* _Aim of the task_
Check every line below, and copy those that include "wrist".

* _Stored data entries_
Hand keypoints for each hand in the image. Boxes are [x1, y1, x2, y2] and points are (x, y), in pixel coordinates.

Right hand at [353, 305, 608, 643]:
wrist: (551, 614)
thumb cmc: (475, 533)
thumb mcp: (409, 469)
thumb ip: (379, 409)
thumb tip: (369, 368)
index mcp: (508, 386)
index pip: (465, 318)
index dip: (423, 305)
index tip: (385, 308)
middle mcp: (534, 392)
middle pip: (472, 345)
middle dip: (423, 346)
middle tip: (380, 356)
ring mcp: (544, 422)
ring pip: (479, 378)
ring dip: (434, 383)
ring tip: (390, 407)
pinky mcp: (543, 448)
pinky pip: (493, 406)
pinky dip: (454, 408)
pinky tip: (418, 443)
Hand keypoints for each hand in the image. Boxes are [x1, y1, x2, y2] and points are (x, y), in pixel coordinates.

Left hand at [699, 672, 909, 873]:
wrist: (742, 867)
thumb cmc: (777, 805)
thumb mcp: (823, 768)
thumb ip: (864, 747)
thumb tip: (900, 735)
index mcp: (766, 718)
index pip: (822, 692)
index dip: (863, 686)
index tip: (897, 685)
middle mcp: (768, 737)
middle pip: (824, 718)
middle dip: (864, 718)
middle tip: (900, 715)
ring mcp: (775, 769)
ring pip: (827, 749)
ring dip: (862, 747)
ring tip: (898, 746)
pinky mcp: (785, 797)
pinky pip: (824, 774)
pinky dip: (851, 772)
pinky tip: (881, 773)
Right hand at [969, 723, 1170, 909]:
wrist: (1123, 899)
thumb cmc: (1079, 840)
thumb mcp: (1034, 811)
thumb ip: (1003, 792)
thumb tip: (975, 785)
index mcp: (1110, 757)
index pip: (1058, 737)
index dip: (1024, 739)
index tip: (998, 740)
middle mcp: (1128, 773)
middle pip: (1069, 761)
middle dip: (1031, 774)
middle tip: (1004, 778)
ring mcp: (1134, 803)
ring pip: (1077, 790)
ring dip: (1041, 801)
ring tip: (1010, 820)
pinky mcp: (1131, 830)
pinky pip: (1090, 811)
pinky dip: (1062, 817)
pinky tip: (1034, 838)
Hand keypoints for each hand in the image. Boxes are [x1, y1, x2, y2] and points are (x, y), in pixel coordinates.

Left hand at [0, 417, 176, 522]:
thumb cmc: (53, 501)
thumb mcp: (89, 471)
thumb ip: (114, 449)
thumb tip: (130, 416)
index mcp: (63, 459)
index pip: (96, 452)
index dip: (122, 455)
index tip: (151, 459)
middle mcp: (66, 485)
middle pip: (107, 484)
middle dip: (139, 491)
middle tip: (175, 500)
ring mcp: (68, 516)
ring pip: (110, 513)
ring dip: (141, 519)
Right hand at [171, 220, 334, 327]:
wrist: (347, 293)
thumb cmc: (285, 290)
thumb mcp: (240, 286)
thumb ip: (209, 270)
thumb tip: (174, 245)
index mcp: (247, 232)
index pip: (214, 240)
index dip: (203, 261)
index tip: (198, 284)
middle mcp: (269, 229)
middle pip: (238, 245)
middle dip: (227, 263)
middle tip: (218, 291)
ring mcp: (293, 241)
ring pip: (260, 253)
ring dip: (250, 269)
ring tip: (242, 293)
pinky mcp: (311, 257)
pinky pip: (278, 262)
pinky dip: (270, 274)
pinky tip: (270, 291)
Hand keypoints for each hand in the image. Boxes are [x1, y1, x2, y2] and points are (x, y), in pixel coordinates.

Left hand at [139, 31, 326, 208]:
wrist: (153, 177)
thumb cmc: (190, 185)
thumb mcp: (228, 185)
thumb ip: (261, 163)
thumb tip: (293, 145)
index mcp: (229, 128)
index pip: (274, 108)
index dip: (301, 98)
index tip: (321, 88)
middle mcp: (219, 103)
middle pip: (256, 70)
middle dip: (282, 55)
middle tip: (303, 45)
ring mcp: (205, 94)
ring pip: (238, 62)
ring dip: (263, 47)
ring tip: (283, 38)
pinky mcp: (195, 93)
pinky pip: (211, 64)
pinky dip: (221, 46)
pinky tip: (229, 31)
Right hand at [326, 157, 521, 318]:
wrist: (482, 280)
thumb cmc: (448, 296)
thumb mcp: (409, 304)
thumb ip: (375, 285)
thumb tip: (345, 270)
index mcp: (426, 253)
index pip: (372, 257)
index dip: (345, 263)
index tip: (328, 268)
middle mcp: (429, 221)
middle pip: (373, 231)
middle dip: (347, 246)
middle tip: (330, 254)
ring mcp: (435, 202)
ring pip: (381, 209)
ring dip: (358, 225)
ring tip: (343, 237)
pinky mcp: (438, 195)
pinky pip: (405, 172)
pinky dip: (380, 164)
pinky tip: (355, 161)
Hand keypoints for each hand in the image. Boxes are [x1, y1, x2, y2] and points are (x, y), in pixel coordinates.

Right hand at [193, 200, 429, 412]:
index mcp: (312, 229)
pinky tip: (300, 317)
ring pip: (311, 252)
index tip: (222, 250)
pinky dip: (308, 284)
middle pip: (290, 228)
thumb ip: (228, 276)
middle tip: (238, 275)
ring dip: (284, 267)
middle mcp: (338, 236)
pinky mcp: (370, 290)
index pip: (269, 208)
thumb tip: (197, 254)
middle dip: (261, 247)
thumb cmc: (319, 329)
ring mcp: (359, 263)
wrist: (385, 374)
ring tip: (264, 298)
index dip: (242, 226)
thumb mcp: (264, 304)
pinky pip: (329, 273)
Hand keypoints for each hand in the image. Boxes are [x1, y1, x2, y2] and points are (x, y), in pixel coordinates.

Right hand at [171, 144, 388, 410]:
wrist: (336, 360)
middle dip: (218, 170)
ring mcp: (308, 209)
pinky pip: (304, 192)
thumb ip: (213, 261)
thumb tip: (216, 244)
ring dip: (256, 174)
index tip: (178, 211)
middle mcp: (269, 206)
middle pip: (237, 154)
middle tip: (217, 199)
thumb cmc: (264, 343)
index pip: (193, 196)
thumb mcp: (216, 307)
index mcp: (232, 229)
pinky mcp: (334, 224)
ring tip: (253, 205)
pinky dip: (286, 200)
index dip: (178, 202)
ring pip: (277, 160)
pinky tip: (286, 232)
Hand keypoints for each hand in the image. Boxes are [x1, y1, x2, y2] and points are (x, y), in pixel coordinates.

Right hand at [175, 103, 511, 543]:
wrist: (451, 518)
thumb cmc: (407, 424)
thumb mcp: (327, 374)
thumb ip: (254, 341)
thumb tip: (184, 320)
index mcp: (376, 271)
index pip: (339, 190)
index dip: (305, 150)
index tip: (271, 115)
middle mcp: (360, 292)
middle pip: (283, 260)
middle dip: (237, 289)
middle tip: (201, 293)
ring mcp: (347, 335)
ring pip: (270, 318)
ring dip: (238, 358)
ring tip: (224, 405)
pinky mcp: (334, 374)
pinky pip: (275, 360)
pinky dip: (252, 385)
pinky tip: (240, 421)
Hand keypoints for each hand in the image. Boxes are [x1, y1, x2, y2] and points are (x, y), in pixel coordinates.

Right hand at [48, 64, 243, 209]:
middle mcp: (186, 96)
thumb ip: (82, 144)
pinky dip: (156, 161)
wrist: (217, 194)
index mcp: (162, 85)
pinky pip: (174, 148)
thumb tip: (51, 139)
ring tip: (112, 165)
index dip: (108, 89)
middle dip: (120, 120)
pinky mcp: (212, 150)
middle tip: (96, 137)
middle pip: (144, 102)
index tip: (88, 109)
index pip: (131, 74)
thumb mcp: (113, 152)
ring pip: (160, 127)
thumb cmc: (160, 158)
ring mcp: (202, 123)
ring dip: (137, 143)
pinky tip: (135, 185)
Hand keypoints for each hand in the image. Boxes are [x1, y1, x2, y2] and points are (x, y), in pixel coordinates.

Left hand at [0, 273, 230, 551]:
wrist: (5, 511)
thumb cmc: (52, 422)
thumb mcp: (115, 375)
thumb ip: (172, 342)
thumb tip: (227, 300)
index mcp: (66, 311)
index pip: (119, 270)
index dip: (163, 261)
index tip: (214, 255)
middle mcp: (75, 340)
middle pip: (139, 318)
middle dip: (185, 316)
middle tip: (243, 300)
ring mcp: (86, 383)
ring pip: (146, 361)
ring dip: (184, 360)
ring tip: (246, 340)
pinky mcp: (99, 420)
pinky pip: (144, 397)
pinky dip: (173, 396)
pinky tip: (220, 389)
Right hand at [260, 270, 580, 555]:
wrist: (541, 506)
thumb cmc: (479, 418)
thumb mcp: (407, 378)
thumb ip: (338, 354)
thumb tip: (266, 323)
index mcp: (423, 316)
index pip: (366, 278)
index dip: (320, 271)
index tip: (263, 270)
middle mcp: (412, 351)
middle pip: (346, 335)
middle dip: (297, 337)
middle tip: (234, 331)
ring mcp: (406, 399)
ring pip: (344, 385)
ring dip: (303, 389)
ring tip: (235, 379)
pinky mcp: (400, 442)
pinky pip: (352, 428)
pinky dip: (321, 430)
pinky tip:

* _Your response_
wrist: (551, 614)
wrist: (742, 867)
wrist: (1123, 899)
wrist: (347, 293)
wrist: (153, 177)
wrist: (482, 280)
wrist: (385, 374)
wrist: (336, 360)
wrist: (451, 518)
wrist: (217, 194)
wrist: (5, 511)
wrist: (541, 506)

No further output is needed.